Childhood

Lar Collicott: An exploration of Filmmaking Through Time

The first movie that I remember seeing inside a theatre was Disney’s “The AristoCats” back in 1970.  I was a first wave Gen X, a naive little 5-year old at the time and I couldn’t stop thinking about that movie for days and days.  I played it back in my imagination over and over again with the absolute certainty that it was real.  That bad butler!  Those poor kittens!  I saw magic, but didn’t know what it was.

Fast forward 8 years and I was still kind of naive.  My immediate family wasn’t overly religious, but a large portion of extended family were definitely on the zealous end of that particular spectrum and they were solidly in the “thou shalt not” crowd. Thou shalt not do this; thou shalt not do that; thou shalt not do all this other stuff.  They weren’t Netflix documentary religious types or anything like that, but I was well informed about the “not” list.  

Thou shalt not go to the movies - which I’m sure you already guessed - was a big one.  That caused me some abject terror when I was told to take my younger brother and our cousin to see “Battlestar Galactica” in 1978, but much to my surprise and relief I did not burst into flames.

A lot of things have happened and a lot of things have changed since then, but I still love “The AristoCats” and I can belt out most of the song “Everybody Wants To Be A Cat”.  “Battlestar Galactica” is awfully dated by today’s standards, but it got a pretty cool remake and I think that somewhere along the line I did too.

I made my first film somewhere around 2010 to give my US coworkers a look into an event I was part of here in Fredericton.  I didn’t really think about it as a half hour documentary at the time, but it was and I loved doing it, so I did it again the following year.

Filmmaking just sort of happened after that.  It was a squirrel with a shiny object and I chased it, eventually arriving at the NB Filmmakers’ Co-op looking for more.

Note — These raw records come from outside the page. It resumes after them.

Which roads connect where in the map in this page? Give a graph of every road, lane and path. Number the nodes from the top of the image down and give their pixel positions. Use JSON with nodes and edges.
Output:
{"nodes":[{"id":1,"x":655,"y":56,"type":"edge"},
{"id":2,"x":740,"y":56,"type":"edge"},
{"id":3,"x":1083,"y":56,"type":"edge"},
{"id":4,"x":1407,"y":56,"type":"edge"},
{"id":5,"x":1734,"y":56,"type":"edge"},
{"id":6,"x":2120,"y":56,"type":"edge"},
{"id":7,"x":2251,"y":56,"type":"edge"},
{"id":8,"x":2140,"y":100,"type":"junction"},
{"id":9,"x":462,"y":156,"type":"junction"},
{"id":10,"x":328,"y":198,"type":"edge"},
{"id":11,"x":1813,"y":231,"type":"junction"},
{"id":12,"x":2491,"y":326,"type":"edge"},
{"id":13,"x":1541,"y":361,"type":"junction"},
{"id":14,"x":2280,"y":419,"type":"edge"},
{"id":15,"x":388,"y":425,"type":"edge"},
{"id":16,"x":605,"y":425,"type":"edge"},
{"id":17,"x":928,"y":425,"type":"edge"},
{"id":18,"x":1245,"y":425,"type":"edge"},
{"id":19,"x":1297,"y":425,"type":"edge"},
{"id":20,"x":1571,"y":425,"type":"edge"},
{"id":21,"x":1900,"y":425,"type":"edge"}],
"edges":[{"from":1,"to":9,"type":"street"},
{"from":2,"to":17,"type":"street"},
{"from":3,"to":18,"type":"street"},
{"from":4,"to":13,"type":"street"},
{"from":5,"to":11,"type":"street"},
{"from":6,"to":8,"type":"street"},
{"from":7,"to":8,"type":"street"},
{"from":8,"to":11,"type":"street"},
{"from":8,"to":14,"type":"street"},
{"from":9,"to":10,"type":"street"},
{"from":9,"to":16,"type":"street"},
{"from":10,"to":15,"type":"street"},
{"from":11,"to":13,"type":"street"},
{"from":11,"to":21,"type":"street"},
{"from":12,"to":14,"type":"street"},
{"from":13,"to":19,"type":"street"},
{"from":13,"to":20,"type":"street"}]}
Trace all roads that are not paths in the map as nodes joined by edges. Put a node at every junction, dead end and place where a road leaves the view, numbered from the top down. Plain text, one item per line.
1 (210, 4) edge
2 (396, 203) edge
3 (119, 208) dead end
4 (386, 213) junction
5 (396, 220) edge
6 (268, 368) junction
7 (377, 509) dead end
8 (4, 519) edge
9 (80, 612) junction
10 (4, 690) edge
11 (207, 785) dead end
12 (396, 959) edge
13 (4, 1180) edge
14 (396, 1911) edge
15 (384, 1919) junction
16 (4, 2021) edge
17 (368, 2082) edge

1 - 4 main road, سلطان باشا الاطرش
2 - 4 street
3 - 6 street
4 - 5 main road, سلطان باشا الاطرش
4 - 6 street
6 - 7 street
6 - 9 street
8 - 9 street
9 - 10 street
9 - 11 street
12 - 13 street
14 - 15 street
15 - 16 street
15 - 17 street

I already have a career, so filmmaking isn’t a job for me or something I have to do to pay the bills.  It began as something I did to have fun, to relax and to be creative, but I eventually came to see it as something else as well.  In a film, I can explore ideas and questions that I am not sure how to articulate otherwise and along the way I have been fortunate to meet some great people who wanted to do some crazy things.  Together we have had a great deal of fun telling scary stories and they became important parts of my life and I love them all very much.

I think I finally laid aside the naivety of my early life although it lasted longer into adulthood than I care to admit.  Some of it I shed on my own and some of it was carved away by others, but when I make a movie I feel connected back to the awestruck little 5-year old boy I used to be.